Symptomatic treatment of:
- oropharyngeal irritations and inflammations;
- pain caused by gingivitis, stomatitis, pharyngitis;
- in dentistry, after tooth extraction or for prophylactic purposes.
Contraindications.
Hypersensitivity to the active substance or to any of the excipients of the medicinal product.
Interaction with other medicinal products and other forms of interaction.
Interaction studies have not been performed.
Special precautions for use.
If sensitivity occurs during prolonged use, treatment should be discontinued and medical advice should be sought to prescribe appropriate therapy.

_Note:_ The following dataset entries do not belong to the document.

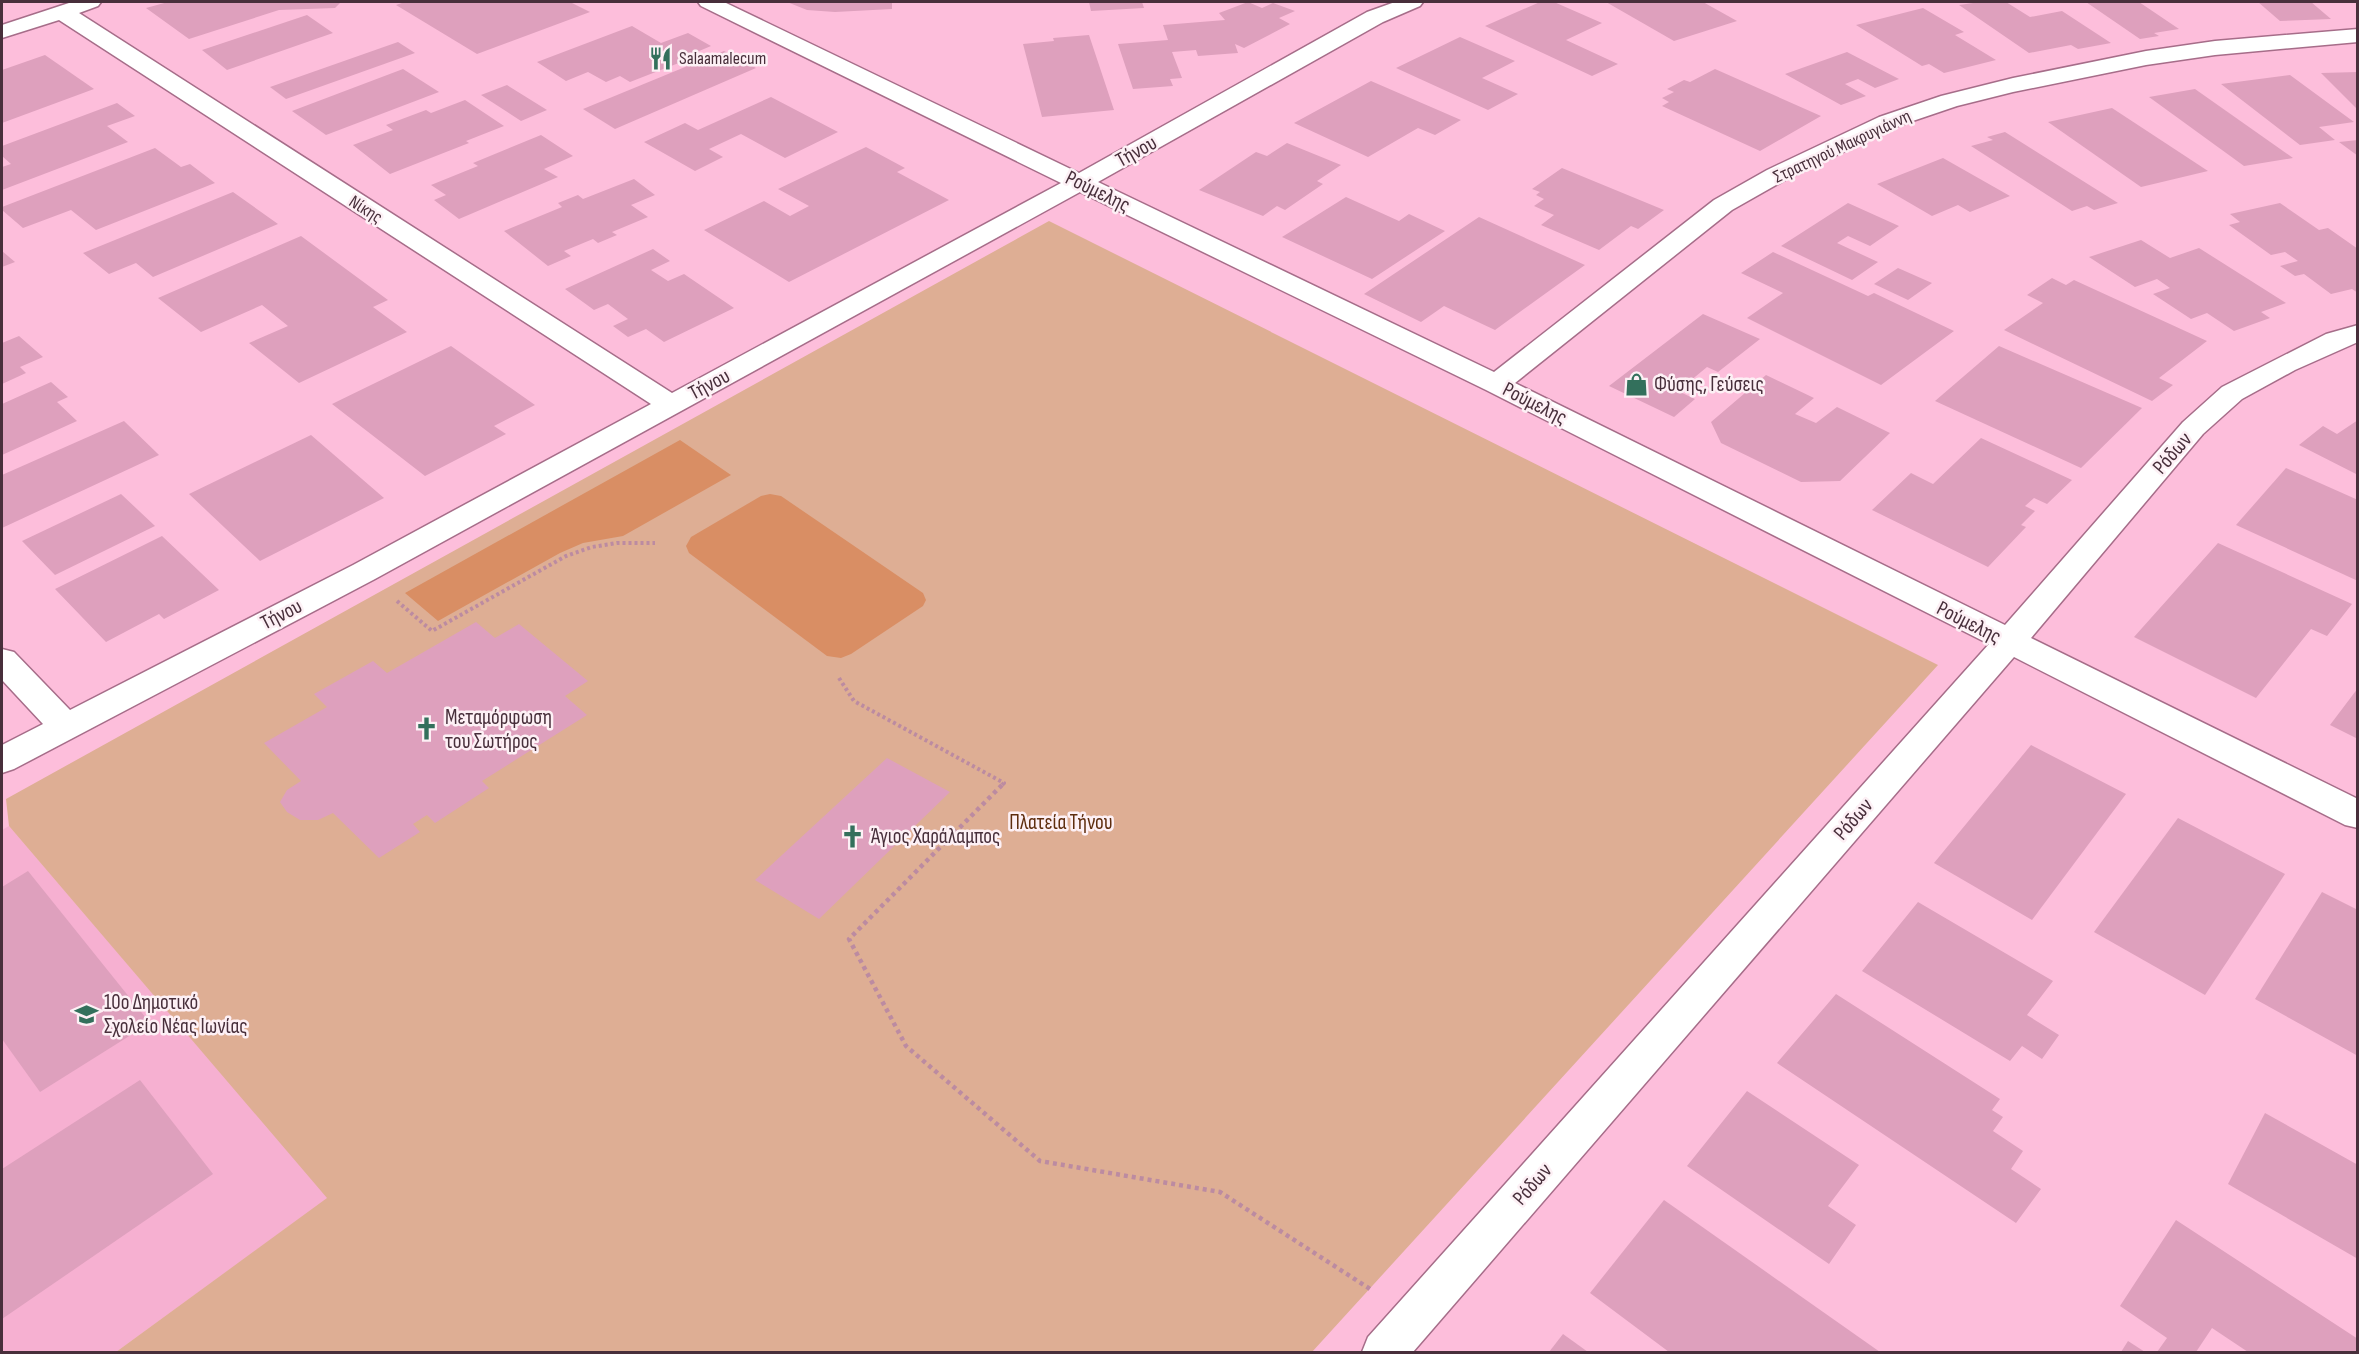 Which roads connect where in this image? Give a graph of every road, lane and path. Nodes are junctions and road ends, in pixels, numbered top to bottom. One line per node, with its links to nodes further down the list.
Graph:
1 (90, 2): 4 (street)
2 (708, 2): 8 (street, Ρούμελης)
3 (1413, 2): 8 (street, Τήνου)
4 (52, 7): 5 (street); 6 (street); 11 (street, Νίκης)
5 (2, 15)
6 (2, 32)
7 (2358, 35): 10 (street, Στρατηγού Μακρυγιάννη)
8 (1080, 182): 10 (street, Ρούμελης); 11 (street, Τήνου)
9 (2358, 333): 14 (street, Ρόδων)
10 (1496, 384): 14 (street, Ρούμελης)
11 (671, 404): 17 (street, Τήνου)
12 (655, 543): 13 (path)
13 (408, 610)
14 (2009, 642): 19 (street, Ρούμελης); 20 (street, Ρόδων)
15 (2, 660): 17 (street)
16 (839, 678): 20 (path)
17 (65, 726): 18 (street, Τήνου)
18 (2, 760)
19 (2358, 815)
20 (1414, 1318): 21 (street, Ρόδων)
21 (1384, 1353) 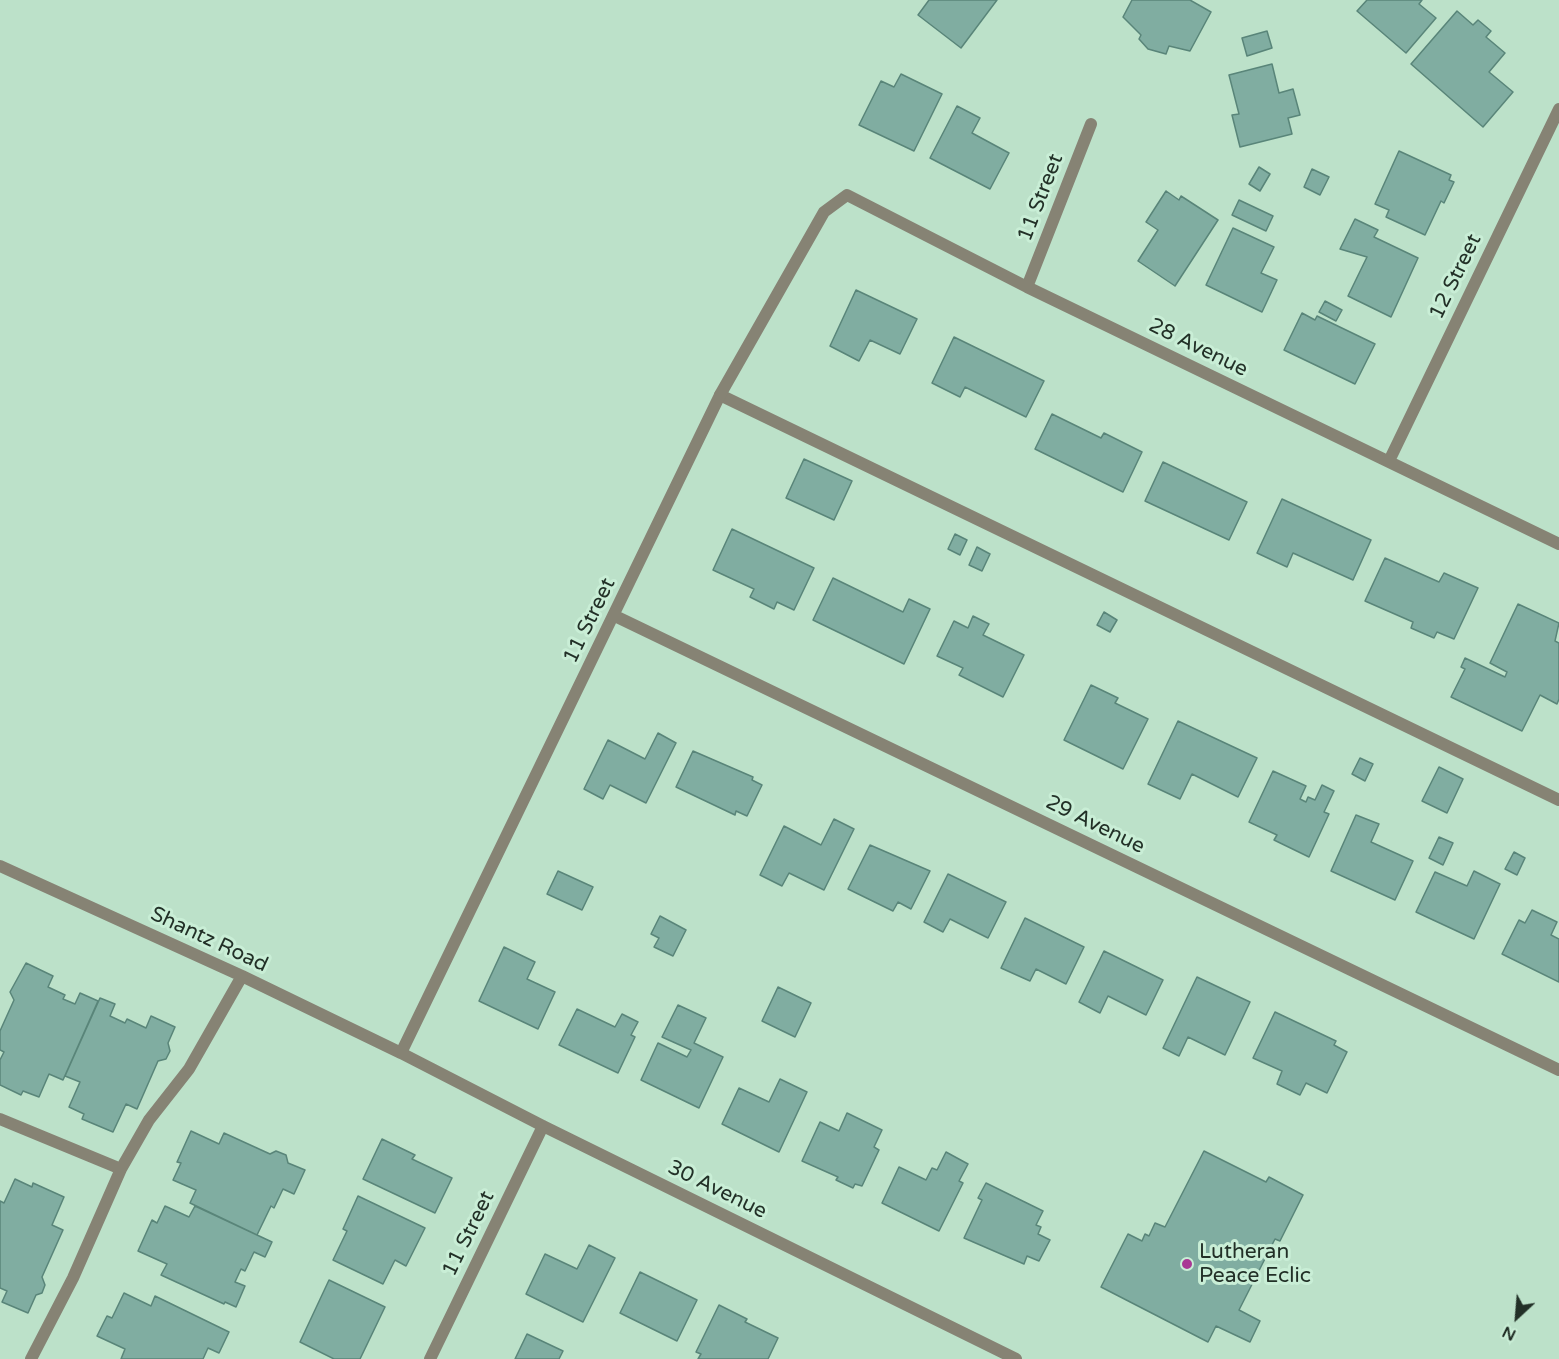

In some patients, mucosal ulcers of the cheek/throat may be caused by serious underlying pathological conditions. Therefore, patients whose symptoms worsen or do not improve within 3 days, or who develop fever or other symptoms, should consult a physician or, where appropriate, a dentist.
Benzidamine is not recommended for patients with hypersensitivity to acetylsalicylic acid or to other nonsteroidal anti-inflammatory drugs.
The use of this medicinal product may cause bronchospasm in patients suffering from bronchial asthma or with a history of bronchial asthma. Such patients must be warned accordingly.
This medicinal product contains a small amount of ethanol (alcohol), less than 100 mg/dose.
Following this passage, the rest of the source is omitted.